Dynegy’s announcement, which retires 1,877 MW of coal capacity, is another example of the quickening speed which the U.S. is moving away from coal and investing in clean energy. Just this week, it was announced that the nation had more than one million solar installations in operation. Since 2008, the Department of Energy (DOE) estimates that U.S. solar installations have grown seventeen-fold, from 1,200 MW to an estimated 27,000 MW today—enough electricity to power 5.4 million homes. DOE has also estimated that U.S. wind energy capacity has increased nearly 16-fold between 2000 and 2010 and is projecting U.S. wind power generation to double in the next five years and power 100 million homes by 2050.
Yesterday's coal retirement milestone comes as a result of unrelenting advocacy by the Sierra Club’s Beyond Coal campaign and more than 100 allied organizations to phase out coal and natural gas use in the electric sector over the the next fifteen years—and replace it with clean energy. Coal retirements thus far have already enabled the U.S. to lead the industrialized world in cutting carbon pollution,and have put the U.S. on firm footing to meet its 2020 and new 2025 climate commitments it made in Paris at the end of last year.
“All over the country, people who are sick and tired of having our health and our future threatened by dirty coal have stood up for their health and the future of their communities and won. Because of these victories, our air is cleaner, our families are safer and our clean energy economy is growing,” Michael Brune, executive director of the Sierra Club, said. “The retirement of Illinois’ Baldwin and Newton coal units are not only a great step forward for public health in the Prairie State, it’s a clear sign that we are winning—coal plant by plant—in the effort to transition our communities away from dirty coal electricity. But we’re not done—we’re mobilizing nationwide because the fight for a fair and just transition from fossil fuels to clean energy is far from done.”

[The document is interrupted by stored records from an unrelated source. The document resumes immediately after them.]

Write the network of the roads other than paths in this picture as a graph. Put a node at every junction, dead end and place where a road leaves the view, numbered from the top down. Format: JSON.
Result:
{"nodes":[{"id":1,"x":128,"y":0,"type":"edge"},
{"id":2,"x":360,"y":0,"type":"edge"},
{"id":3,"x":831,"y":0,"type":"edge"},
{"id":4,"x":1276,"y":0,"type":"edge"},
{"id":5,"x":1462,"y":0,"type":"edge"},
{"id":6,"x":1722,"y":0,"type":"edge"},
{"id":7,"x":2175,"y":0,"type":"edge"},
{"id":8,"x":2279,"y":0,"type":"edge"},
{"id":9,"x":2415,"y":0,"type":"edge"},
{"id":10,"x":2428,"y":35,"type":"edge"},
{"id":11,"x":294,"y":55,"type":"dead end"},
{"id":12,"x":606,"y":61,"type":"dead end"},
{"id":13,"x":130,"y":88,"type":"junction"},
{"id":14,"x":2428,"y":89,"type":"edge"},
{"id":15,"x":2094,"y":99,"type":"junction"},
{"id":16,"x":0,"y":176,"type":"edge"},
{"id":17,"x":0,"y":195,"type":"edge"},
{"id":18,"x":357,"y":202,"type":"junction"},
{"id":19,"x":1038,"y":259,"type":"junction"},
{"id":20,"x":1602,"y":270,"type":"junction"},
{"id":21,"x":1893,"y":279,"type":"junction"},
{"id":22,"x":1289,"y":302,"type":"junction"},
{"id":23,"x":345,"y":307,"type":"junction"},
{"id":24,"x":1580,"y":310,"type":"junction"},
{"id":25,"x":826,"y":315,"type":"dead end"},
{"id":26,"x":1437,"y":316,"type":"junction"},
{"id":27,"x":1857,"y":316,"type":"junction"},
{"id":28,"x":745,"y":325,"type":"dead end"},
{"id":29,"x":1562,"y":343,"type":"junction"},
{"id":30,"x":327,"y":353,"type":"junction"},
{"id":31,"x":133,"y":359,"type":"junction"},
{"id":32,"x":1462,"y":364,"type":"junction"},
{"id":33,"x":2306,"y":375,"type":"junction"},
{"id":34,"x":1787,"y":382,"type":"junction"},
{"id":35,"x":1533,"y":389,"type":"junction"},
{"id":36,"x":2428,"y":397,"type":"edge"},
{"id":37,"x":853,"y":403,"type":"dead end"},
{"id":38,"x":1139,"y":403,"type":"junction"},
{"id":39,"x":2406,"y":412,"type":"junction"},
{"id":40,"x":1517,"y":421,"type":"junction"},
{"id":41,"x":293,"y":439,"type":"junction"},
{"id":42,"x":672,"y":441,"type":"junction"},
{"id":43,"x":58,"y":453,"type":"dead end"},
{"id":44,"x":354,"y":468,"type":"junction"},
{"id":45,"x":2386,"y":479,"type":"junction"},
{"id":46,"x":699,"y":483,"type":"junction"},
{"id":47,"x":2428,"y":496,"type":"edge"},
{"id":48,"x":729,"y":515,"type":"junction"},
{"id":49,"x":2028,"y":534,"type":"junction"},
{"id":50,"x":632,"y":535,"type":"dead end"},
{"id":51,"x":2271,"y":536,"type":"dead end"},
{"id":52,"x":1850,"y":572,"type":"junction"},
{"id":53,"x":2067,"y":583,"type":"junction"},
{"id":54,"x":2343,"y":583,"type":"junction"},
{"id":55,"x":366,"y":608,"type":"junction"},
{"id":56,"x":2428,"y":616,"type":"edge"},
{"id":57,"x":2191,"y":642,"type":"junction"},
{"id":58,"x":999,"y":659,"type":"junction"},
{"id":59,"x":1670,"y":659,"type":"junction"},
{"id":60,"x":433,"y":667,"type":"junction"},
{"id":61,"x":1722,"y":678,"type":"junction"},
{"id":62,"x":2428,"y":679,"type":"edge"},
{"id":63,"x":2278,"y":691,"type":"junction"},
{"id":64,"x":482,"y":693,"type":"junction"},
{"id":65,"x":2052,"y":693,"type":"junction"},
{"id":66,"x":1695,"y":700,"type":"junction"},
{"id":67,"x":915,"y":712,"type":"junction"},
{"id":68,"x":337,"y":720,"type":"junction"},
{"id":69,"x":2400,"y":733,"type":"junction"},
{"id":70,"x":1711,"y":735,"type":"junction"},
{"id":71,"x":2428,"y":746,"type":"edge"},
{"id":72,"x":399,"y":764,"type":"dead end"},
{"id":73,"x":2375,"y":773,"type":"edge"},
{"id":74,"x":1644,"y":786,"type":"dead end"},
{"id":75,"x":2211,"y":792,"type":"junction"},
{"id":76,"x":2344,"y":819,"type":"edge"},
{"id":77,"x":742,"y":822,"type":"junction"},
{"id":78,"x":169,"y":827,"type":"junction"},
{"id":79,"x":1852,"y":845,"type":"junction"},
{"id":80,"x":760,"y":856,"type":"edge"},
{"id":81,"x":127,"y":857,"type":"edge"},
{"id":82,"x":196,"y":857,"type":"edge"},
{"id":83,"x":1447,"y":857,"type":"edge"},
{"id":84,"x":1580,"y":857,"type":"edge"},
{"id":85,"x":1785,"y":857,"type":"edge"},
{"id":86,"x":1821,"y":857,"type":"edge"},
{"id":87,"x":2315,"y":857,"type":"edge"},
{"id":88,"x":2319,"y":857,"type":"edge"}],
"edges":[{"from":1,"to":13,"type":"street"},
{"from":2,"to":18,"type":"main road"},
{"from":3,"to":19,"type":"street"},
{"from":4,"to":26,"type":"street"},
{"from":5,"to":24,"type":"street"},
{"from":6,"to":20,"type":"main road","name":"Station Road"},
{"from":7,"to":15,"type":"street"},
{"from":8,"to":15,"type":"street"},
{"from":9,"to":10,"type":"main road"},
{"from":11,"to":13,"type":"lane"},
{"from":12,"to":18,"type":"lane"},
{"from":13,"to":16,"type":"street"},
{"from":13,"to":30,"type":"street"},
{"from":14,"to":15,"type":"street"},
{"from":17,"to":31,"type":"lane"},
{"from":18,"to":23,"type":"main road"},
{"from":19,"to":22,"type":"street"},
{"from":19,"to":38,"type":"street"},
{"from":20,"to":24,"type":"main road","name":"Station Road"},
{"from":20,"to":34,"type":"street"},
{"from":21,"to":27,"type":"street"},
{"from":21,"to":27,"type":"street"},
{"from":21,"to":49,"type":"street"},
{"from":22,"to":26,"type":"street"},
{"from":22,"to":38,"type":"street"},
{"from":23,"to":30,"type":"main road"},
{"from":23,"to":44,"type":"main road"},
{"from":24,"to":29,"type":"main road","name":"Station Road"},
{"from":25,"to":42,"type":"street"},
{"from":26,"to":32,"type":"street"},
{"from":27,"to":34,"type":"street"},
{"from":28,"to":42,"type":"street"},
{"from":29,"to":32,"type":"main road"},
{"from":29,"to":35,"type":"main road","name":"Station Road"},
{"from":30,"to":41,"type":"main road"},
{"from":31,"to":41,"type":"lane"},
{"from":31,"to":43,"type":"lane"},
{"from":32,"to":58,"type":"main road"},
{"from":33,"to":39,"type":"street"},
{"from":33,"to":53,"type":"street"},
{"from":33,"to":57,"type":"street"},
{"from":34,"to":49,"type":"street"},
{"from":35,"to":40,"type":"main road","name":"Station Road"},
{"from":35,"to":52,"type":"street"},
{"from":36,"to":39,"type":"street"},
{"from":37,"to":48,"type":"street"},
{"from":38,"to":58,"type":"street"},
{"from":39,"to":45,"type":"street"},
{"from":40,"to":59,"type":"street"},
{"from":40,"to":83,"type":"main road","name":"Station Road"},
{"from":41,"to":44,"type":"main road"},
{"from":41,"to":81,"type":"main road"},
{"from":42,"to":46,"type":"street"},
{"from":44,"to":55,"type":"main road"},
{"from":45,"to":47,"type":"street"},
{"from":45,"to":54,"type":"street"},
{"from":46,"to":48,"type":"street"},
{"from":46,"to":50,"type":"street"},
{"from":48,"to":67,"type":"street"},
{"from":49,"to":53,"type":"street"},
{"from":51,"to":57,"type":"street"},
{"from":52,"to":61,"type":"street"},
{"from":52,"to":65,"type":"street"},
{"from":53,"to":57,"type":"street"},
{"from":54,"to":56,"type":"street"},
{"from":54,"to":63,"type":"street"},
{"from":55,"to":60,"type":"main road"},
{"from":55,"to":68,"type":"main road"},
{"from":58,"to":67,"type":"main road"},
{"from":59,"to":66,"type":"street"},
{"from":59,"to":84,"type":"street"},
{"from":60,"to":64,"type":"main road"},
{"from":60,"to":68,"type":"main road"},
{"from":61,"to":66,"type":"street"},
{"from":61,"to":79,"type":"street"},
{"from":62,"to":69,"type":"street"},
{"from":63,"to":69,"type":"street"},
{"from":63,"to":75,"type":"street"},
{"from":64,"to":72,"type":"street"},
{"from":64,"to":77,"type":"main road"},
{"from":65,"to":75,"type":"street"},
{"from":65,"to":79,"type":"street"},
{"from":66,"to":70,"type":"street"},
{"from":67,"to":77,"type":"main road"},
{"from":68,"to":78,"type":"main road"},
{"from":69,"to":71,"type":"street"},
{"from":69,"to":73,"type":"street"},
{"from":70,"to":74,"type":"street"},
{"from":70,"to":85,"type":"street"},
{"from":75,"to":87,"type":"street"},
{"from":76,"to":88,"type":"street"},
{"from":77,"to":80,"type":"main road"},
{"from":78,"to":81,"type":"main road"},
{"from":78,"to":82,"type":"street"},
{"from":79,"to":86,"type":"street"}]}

Yesterday’s announced retirement highlights the great progress of the Sierra Club’s Beyond Coal campaign and its allies to phase out coal plants at a rate that has averaged one coal plant announced to retire every ten days since 2010. To date, this coalition has helped announce the retirement of 101,673 MW of coal electricity, which includes 232 coal plants and 662 coal units across the country. As coal plants are retiring at record rates nationwide, states are also making major investments in wind and solar power, fueling the transition to local clean energy economies. In Illinois, for example, there has been a massive build out of clean energy over the past decade, with more than 113,000 workers currently employed in Illinois’ clean energy industry today.
“Dynegy’s decision to phase out units at these Illinois coal-fired power plants is a signal of the profound shift that’s happening right now in America's energy landscape from coal to clean energy,” said Jack Darin, director of the Illinois Chapter of the Sierra Club. “As we transition to a clean energy economy, it is essential that we invest in the livelihoods of workers and communities historically dependent on coal and the Sierra Club is committed to working in solidarity to maximize opportunities for the skilled workforce at the plants impacted by Dynegy’s announcement.”
The three coal units announced to retire late yesterday at the Baldwin and Newton power plants, which total 1,877 MW of electricity, emitted nearly 13 million tons of CO2 in 2009—and enough pollution to cause 128 heart attacks, 1,404 asthma attacks and cost local residents nearly $39 million in healthcare bills annually according to plant-level 2010 estimates by Clean Air Task Force.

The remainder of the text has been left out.